会長所信

会長所信

2025年6月18日
全国地方銀行協会
会長 片岡 達也

全国地方銀行協会 片岡 達也

日本経済は、長期にわたるデフレからの脱却に向け、物価と賃金の双方が上昇傾向を示しており、景気の回復基調が徐々にみられる状況にあります。 このような環境変化を背景に、昨年マイナス金利政策が解除され「金利のある世界」が到来しました。この政策変更により金融市場の構造は変化し、資金運用や企業の投資活動の在り方に大きな影響を及ぼしています。
 一方、国内には依然として多くの課題が山積しています。少子高齢化に伴う人口減少は、地域社会における労働力不足を深刻化させるだけでなく、企業活動や消費市場にも悪影響を及ぼしています。また、米国の関税措置を契機としたグローバルな自由貿易への懸念は、サプライチェーンに不透明感をもたらしています。
 こうした複雑な環境下において、全国地方銀行協会の会員銀行には地域経済を支える重要な役割が求められています。地域企業や個人のお客さまのニーズに応えるだけでなく、地域社会全体の持続可能な発展を後押しすることが私たちの使命です。その使命を果たすためには、地方創生を実現するための施策を、行政とも連携しながら進めていくことも重要であると考えています。
 全国地方銀行協会は「地方銀行の健全な発展を通じて金融経済の伸長に寄与し、もって公共の利益を推進する」ことを目的としています。会員銀行が地域のお客さまの課題解決に取り組むことで、銀行自らの企業価値向上が果たせるよう支援し、また、それを効果的に実施するべく、協会自身も「協会運営の高度化・効率化」に取り組んでまいります。

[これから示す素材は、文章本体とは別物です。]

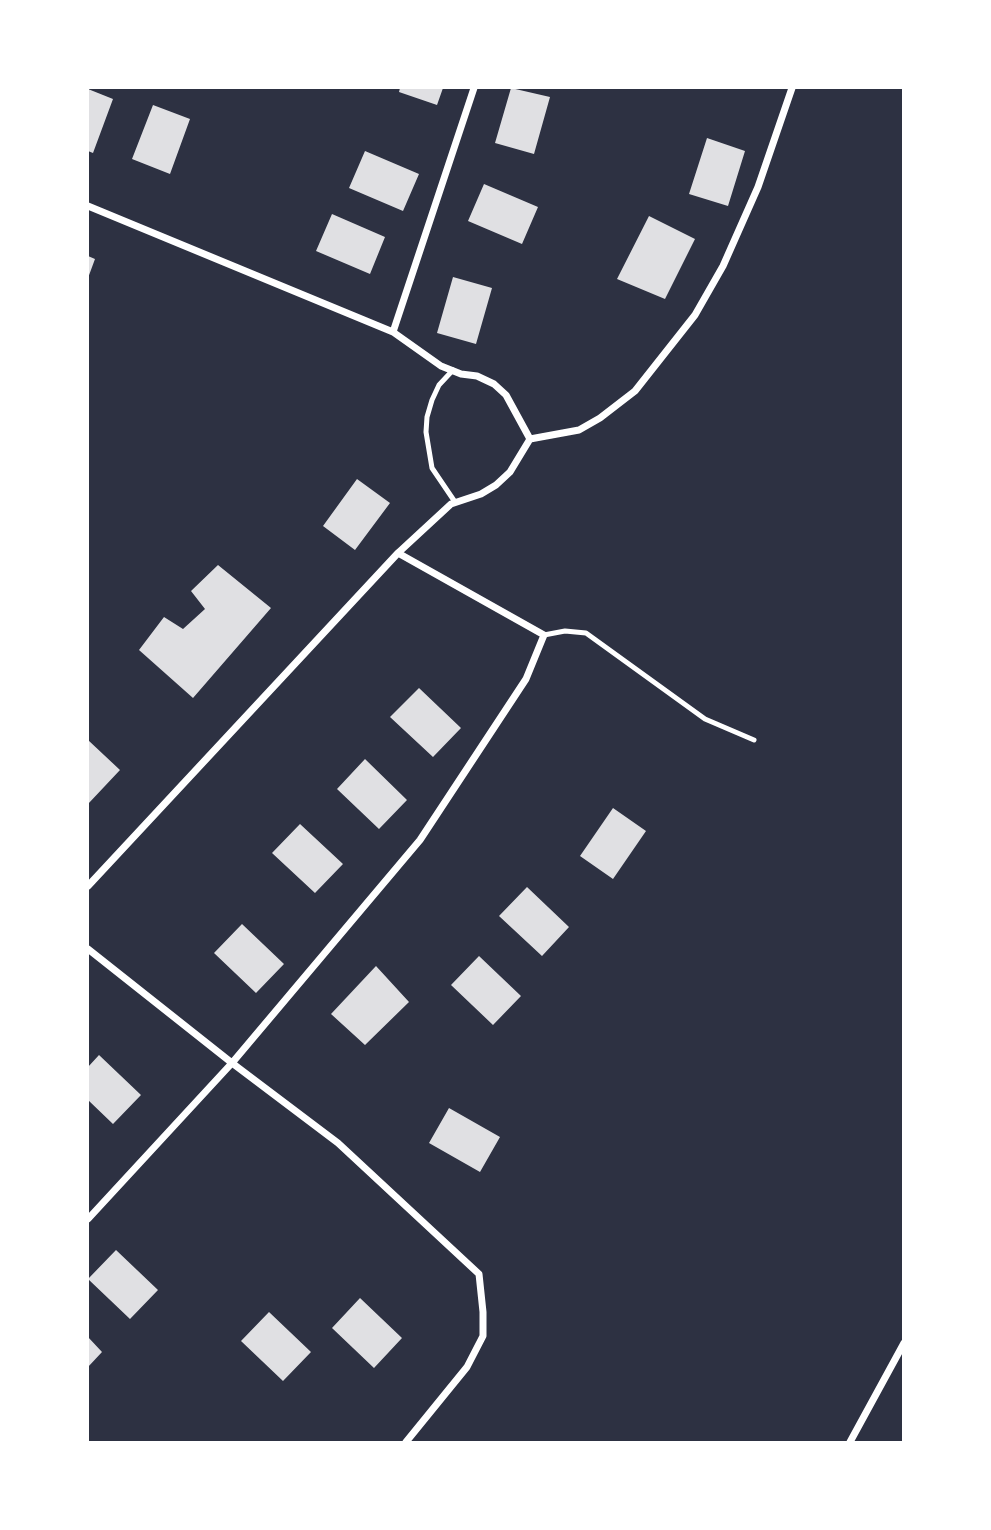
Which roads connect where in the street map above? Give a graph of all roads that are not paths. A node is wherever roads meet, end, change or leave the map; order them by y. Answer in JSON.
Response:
{"nodes":[{"id":1,"x":474,"y":88,"type":"edge"},
{"id":2,"x":792,"y":88,"type":"edge"},
{"id":3,"x":88,"y":206,"type":"edge"},
{"id":4,"x":393,"y":332,"type":"junction"},
{"id":5,"x":453,"y":370,"type":"junction"},
{"id":6,"x":530,"y":439,"type":"junction"},
{"id":7,"x":456,"y":502,"type":"junction"},
{"id":8,"x":398,"y":553,"type":"junction"},
{"id":9,"x":544,"y":635,"type":"junction"},
{"id":10,"x":754,"y":740,"type":"dead end"},
{"id":11,"x":88,"y":886,"type":"edge"},
{"id":12,"x":88,"y":949,"type":"edge"},
{"id":13,"x":232,"y":1063,"type":"junction"},
{"id":14,"x":88,"y":1219,"type":"edge"},
{"id":15,"x":904,"y":1343,"type":"edge"},
{"id":16,"x":406,"y":1443,"type":"edge"},
{"id":17,"x":850,"y":1443,"type":"edge"}],
"edges":[{"from":1,"to":4,"type":"street"},
{"from":2,"to":6,"type":"street"},
{"from":3,"to":4,"type":"street"},
{"from":4,"to":5,"type":"street"},
{"from":5,"to":6,"type":"street"},
{"from":5,"to":7,"type":"lane"},
{"from":6,"to":7,"type":"street"},
{"from":7,"to":8,"type":"street"},
{"from":8,"to":9,"type":"street"},
{"from":8,"to":11,"type":"street"},
{"from":9,"to":10,"type":"lane"},
{"from":9,"to":13,"type":"street"},
{"from":12,"to":13,"type":"street"},
{"from":13,"to":14,"type":"street"},
{"from":13,"to":16,"type":"street"},
{"from":15,"to":17,"type":"street"}]}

 本年度は次に掲げる3つのテーマを柱に据え、様々な取り組みを行ってまいります。

Ⅰ.会員銀行による地域経済への貢献
 全国地方銀行協会は、以下の会員銀行が地域経済の発展のために提供している各種取り組みの充実のため、適切な情報発信や好事例の共有等を通じた支援を継続していきます。
・地域の中小企業に対する資金繰り支援に留まらない事業承継等の包括的な経営課題の解決への対応
・環境・社会・企業統治(ESG)への配慮を求める市場ニーズに対応し、サステナブルファイナンスの推進によるSDGs(持続可能な開発目標)の達成のサポート
・地域産業のイノベーション創出を後押しするためのスタートアップ企業への支援の強化
・資産運用立国の実現を視野に入れ、お客さま本位の業務運営を基盤とした個人のお客さまの資産形成の長期的な支援
・金融リテラシー向上を目的とした金融経済教育への積極的な取り組みと、地域のお客さまの経済的安定と未来志向の投資活動の促進
・お客さまが安心して金融取引ができる環境を提供するため、サイバーセキュリティ対策、金融犯罪防止、マネー・ロンダリング対策等の高度化への対応
・業務効率化支援のためのデジタル化の推進と、手形・小切手の全面電子化を含む生産性向上施策の着実な実行

Ⅱ.会員銀行の持続的成長と企業価値向上
 会員銀行が、各地域経済の成長を長期にわたり担い続けるためには、銀行自らの持続的成長と企業価値向上が不可欠です。全国地方銀行協会は、これを実現するため、会員銀行における社会的要請への対応と経営基盤の強化をきめ細かくサポートしていきます。
 具体的には、会員銀行に対し、人的資本経営の推進、コーポレートガバナンス改革の深化等、持続可能な経営体制の構築に資する情報提供を進めていきます。また、リスク管理およびコンプライアンス管理態勢の高度化に向けた取り組みの共有を通じて、金融業界全体の信頼性向上に努めるとともに、金融規制・法制度対応に関する適切な情報発信を行い、会員銀行の企業価値向上に貢献していきます。
 そして、会員銀行が革新的なビジネスモデルに挑戦しやすい環境を整備するため、規制改革や政策提言を継続するほか、郵政民営化に関する建設的な意見発信や、政府系金融機関との連携・協調による地域金融基盤のさらなる強化にも取り組んでいきます。

Ⅲ.協会運営の高度化・効率化
 会員銀行の様々な取り組みを支援するため、協会運営の中期ビジョンに基づき協会自身も業務の効率化と高度化を推進します。
 研修事業や共同事業の円滑な運営を通じて、会員銀行の効率化等に資する取り組みを進めていくほか、情報発信機能を強化します。また、会員銀行がお客さまの多様化するニーズに対応できるよう協会として会員銀行に対する提供サービスの充実に取り組んでいきます。

全国地方銀行協会は、これら3つのテーマに掲げた取り組みを通じ、会員銀行が地域経済の持続可能な発展に貢献できる基盤を強化し続けられるよう、全力で取り組んでまいります。